Chicago (IL) – Microsoft and Yahoo finally reached an agreement how to collaborate, subject to regulatory approval. It may not be the acquisition the two companies were aiming for initially, but there is now a 10 year agreement that establish a close tie between the search technologies and advertising sales, which are critical to both companies to better compete with Google.
A deal between Yahoo and Microsoft always seemed to be more a question of when rather than if. This morning, both companies announced that they have finally reached an agreement that meets the expectations of both Microsoft and Yahoo. Following yesterday’s report, the firms said they agreed to a 10 year deal, which will give Microsoft a 10 year license to Yahoo’s core search technologies and will make Yahoo the “exclusive worldwide relationship sales force” for both companies’ premium search advertisers.
As a result, Microsoft’s Bing will become the search platform for Yahoo’s sites. Yahoo said it will continue to use its technology and data in other areas of its business such as display advertising technology. Self-serve advertising for both companies will be covered by Microsoft’s AdCenter platform, and prices for all search ads will continue to be set by AdCenter’s automated auction process. Additionally, each company will maintain its own separate display advertising business and sales force.

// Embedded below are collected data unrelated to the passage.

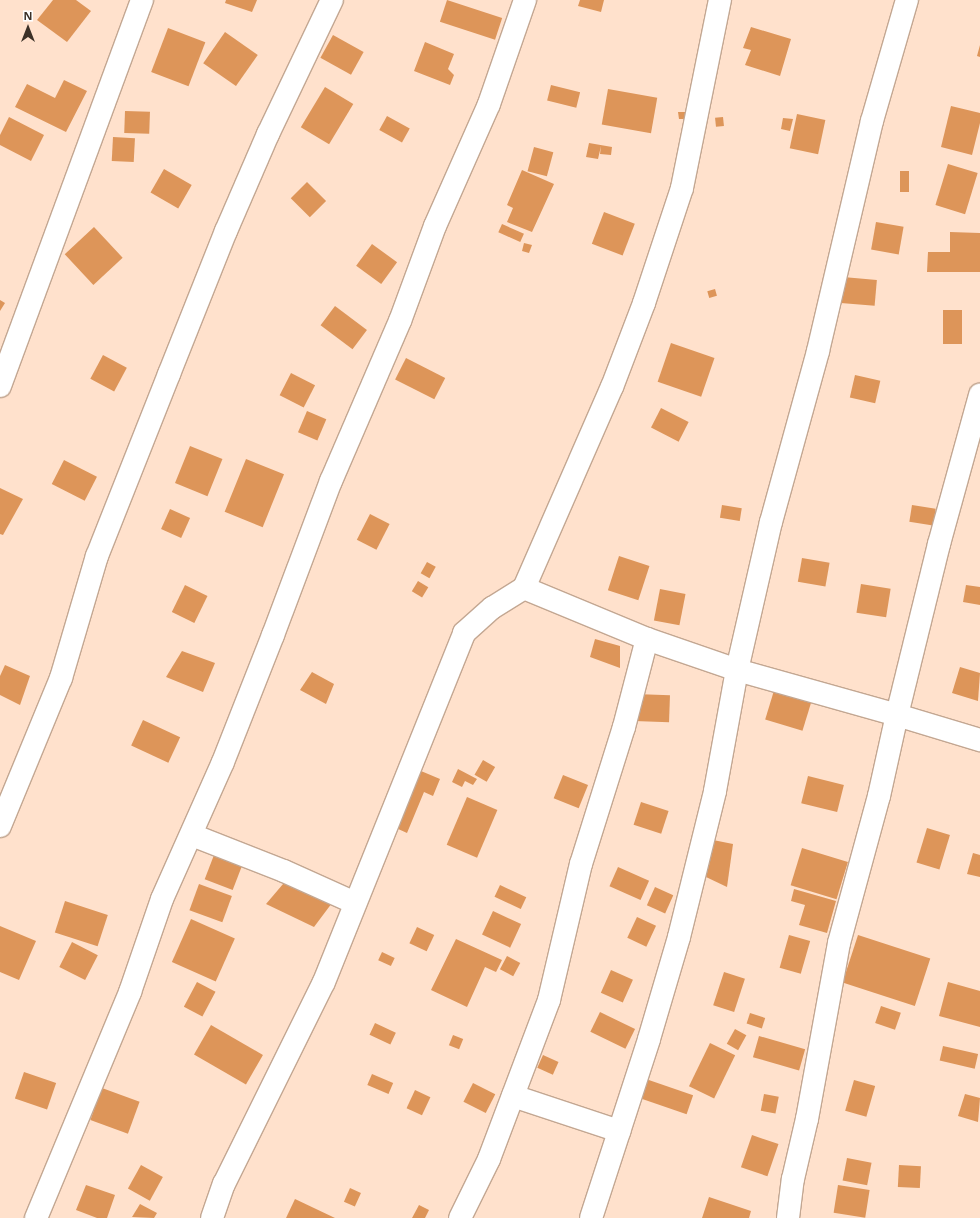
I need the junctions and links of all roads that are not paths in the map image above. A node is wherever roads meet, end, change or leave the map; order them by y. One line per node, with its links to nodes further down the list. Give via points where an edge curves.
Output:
1 (142, 0): 6 (street)
2 (332, 0): 13 (street, via 268,134 183,338 97,556 61,678)
3 (525, 0): 14 (street, via 489,104 435,226 400,321 331,480 273,635)
4 (720, 0): 8 (street, via 682,188 644,304 612,387)
5 (907, 0): 10 (street, via 872,121 818,351 771,522)
6 (0, 386)
7 (980, 395): 11 (street, via 939,544)
8 (524, 588): 9 (street); 15 (street, via 492,608 464,633)
9 (647, 639): 10 (street); 16 (street, via 624,727 580,864 549,1000)
10 (738, 670): 11 (street); 17 (street, via 716,791 649,1039)
11 (897, 715): 12 (street); 22 (street, via 879,796 839,943 807,1119 793,1179)
12 (980, 740)
13 (0, 826)
14 (192, 835): 15 (street, via 284,871); 18 (street, via 162,899 130,992)
15 (355, 903): 19 (street, via 324,982 224,1184)
16 (513, 1096): 17 (street); 20 (street, via 489,1159)
17 (619, 1131): 21 (street)
18 (36, 1218)
19 (212, 1218)
20 (460, 1218)
21 (591, 1218)
22 (788, 1218)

Microsoft agreed to pay Yahoo through a revenue sharing agreement based on traffic generated on Yahoo’s network of Yahoo-owned as well as affiliate sites. Microsoft will pay traffic acquisition costs to Yahoo at an initial rate of 88% of search revenue during the first five years of the agreement. Yahoo will continue to syndicate its existing search affiliate partnerships.
Microsoft said it will guarantee Yahoo’s revenue per search (RPS) in each country for the first 18 months. When all technological and sales ties are established, which both companies expect to be completed after two years following regulatory approval, the agreement is estimated to provide Yahoo with an annual operating income of $500 million and savings of approximately $200 million. These estimates value the deal between the two companies somewhere between $5.6 and $7 billion.

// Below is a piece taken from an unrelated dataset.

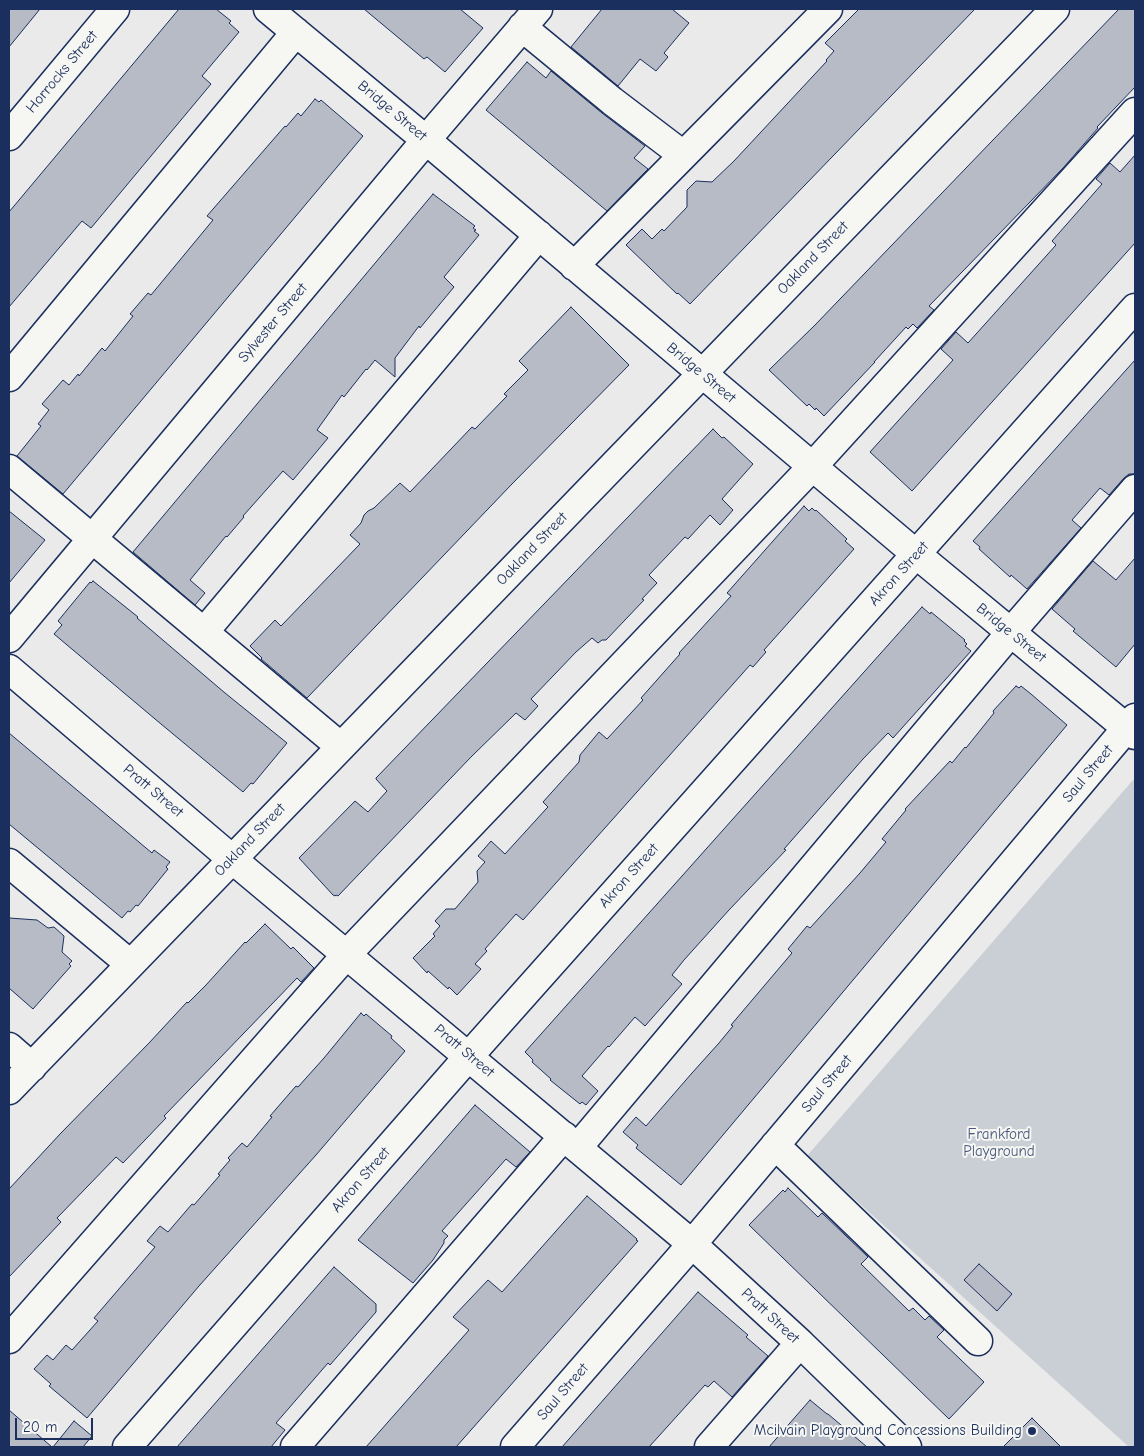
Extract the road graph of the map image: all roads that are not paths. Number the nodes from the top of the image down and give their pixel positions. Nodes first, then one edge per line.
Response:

“This agreement comes with boatloads of value for Yahoo!, our users, and the industry. And I believe it establishes the foundation for a new era of Internet innovation and development,” said Yahoo CEO Carol Bartz in a prepared statement. “Users will continue to experience search as a vital part of their Yahoo experiences and will enjoy increased innovation thanks to the scale and resources this deal provides. Advertisers will also benefit from scale and enjoy greater ease of use and efficiencies working with a single platform and sales team for premium advertisers. Finally, this deal will help us increase our investments in priority areas in winning audience properties, display advertising capabilities, and mobile experiences.”
For Microsoft, the deal adds substantial market share to become a much more attractive destination for search advertisers, while cutting out the cost of the acquisition of Yahoo. According to Comscore, Google held a market share of 65.0% in June of this year, while Microsoft held 8.4%. With Yahoo on board, the share climbs by 19.6% to 28.0% of the market.